### Directions
Lines with "canvas" in them are to be located in the listing below and copied.
Material shown START
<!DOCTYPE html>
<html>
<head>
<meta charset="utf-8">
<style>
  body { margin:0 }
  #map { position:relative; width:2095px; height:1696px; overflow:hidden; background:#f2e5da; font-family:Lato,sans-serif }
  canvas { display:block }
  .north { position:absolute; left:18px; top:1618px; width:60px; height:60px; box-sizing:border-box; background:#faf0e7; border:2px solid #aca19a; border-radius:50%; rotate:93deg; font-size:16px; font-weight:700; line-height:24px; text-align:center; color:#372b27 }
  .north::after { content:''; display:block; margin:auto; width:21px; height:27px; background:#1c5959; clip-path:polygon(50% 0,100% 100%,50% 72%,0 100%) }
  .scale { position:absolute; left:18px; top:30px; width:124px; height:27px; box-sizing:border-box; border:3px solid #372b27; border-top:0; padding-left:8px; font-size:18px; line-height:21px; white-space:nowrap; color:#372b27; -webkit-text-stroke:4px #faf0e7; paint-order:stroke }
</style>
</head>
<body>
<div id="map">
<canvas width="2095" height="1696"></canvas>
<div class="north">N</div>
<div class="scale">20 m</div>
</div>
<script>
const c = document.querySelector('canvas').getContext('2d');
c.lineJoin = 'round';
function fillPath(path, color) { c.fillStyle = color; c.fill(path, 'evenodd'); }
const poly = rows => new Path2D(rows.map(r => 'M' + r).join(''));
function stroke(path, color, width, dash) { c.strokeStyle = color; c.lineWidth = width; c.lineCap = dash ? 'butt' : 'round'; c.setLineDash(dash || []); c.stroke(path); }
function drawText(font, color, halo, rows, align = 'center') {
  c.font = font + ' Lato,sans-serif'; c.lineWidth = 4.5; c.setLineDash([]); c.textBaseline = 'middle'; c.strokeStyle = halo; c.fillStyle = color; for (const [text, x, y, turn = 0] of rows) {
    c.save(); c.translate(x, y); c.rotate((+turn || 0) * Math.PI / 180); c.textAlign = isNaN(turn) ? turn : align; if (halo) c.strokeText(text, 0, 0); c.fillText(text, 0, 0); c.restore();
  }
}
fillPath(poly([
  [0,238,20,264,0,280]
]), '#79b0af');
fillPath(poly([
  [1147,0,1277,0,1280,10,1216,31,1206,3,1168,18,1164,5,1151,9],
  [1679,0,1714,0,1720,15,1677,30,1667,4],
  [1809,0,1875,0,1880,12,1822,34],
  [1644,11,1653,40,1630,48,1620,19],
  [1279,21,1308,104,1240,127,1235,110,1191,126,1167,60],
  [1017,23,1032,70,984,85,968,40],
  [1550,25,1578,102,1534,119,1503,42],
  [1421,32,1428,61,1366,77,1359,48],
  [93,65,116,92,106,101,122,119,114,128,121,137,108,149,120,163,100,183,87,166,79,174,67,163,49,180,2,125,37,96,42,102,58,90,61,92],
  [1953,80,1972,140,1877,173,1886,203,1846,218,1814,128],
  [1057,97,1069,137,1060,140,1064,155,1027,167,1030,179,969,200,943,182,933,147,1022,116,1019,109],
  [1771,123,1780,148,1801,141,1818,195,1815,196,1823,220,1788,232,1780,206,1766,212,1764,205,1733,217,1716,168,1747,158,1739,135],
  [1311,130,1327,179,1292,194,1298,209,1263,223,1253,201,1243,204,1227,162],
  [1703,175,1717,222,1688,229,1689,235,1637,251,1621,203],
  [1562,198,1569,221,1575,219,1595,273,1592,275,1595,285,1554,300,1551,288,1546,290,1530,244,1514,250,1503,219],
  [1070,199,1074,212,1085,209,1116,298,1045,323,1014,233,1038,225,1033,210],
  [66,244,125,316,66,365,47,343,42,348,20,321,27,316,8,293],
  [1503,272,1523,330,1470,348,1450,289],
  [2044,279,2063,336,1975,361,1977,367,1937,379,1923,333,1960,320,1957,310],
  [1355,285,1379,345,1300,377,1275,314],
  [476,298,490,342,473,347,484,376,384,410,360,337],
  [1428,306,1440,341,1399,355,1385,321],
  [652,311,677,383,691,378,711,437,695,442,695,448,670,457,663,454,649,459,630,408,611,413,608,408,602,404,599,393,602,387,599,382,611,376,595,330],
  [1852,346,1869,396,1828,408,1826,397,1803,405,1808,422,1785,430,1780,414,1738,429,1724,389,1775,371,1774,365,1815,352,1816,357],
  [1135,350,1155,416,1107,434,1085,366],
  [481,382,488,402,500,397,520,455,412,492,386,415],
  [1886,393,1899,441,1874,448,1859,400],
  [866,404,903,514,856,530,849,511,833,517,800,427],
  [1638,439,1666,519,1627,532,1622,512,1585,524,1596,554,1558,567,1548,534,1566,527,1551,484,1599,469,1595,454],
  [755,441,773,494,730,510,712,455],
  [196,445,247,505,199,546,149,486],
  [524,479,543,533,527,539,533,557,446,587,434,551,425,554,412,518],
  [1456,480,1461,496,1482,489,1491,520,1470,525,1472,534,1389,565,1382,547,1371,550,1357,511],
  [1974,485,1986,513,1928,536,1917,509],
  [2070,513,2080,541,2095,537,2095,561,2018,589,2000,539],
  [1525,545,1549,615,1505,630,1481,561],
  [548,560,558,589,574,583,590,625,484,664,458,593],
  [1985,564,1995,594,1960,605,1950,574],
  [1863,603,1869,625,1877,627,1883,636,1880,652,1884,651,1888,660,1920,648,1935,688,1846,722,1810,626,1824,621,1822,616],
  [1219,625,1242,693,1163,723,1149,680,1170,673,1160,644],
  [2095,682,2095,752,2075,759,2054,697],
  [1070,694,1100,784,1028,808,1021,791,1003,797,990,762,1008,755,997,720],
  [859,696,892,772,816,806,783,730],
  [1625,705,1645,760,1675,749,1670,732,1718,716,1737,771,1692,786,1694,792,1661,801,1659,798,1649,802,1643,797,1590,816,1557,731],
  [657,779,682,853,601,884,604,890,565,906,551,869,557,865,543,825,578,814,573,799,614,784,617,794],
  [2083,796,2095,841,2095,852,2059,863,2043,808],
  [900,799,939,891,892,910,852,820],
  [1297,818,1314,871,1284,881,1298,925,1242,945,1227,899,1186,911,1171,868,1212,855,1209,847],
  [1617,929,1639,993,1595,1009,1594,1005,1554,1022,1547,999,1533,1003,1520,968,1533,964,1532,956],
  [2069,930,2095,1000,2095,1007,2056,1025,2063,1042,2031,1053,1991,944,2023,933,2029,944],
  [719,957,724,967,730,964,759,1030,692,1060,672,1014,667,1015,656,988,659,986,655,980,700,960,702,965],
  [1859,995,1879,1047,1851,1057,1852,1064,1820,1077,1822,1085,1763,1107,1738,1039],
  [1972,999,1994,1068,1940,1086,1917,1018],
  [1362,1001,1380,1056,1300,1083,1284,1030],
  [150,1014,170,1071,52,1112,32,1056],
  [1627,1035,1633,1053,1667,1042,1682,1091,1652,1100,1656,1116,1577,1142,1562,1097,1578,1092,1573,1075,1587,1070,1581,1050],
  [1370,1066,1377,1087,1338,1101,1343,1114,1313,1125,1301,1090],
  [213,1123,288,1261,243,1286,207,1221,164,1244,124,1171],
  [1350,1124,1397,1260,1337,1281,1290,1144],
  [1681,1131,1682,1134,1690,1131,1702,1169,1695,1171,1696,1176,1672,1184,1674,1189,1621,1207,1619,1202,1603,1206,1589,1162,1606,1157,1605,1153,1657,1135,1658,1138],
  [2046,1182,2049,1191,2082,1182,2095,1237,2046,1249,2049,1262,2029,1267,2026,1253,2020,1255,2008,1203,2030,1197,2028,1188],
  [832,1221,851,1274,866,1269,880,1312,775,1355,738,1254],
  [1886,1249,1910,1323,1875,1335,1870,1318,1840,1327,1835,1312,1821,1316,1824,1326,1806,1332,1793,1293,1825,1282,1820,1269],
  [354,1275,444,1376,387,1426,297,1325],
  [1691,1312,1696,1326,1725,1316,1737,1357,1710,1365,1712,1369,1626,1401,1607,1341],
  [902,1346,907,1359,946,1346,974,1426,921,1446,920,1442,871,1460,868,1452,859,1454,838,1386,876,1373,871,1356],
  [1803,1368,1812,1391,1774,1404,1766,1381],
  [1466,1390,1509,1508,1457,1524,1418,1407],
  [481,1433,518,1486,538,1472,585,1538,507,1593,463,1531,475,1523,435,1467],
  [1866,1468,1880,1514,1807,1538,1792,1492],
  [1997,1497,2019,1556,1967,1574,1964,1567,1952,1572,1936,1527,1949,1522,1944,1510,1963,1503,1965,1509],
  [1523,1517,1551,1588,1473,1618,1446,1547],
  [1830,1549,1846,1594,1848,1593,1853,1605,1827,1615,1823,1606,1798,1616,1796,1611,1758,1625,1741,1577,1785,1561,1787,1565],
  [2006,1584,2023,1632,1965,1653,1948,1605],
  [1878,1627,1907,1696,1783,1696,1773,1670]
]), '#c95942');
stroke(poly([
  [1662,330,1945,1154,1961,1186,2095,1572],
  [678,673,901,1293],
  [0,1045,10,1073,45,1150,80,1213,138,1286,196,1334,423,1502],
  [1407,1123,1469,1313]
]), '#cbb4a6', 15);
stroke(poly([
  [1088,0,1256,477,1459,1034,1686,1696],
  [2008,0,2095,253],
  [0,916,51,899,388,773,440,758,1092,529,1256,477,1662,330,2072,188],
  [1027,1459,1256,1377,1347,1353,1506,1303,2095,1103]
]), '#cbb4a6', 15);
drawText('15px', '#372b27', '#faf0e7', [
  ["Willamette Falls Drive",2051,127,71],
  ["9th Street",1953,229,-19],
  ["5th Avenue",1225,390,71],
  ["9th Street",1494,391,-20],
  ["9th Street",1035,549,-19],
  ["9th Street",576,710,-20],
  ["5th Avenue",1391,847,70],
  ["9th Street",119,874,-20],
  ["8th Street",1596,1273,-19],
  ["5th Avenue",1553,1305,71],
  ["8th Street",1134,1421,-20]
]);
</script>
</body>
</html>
Material shown END
### Result
  canvas { display:block }
<canvas width="2095" height="1696"></canvas>
const c = document.querySelector('canvas').getContext('2d');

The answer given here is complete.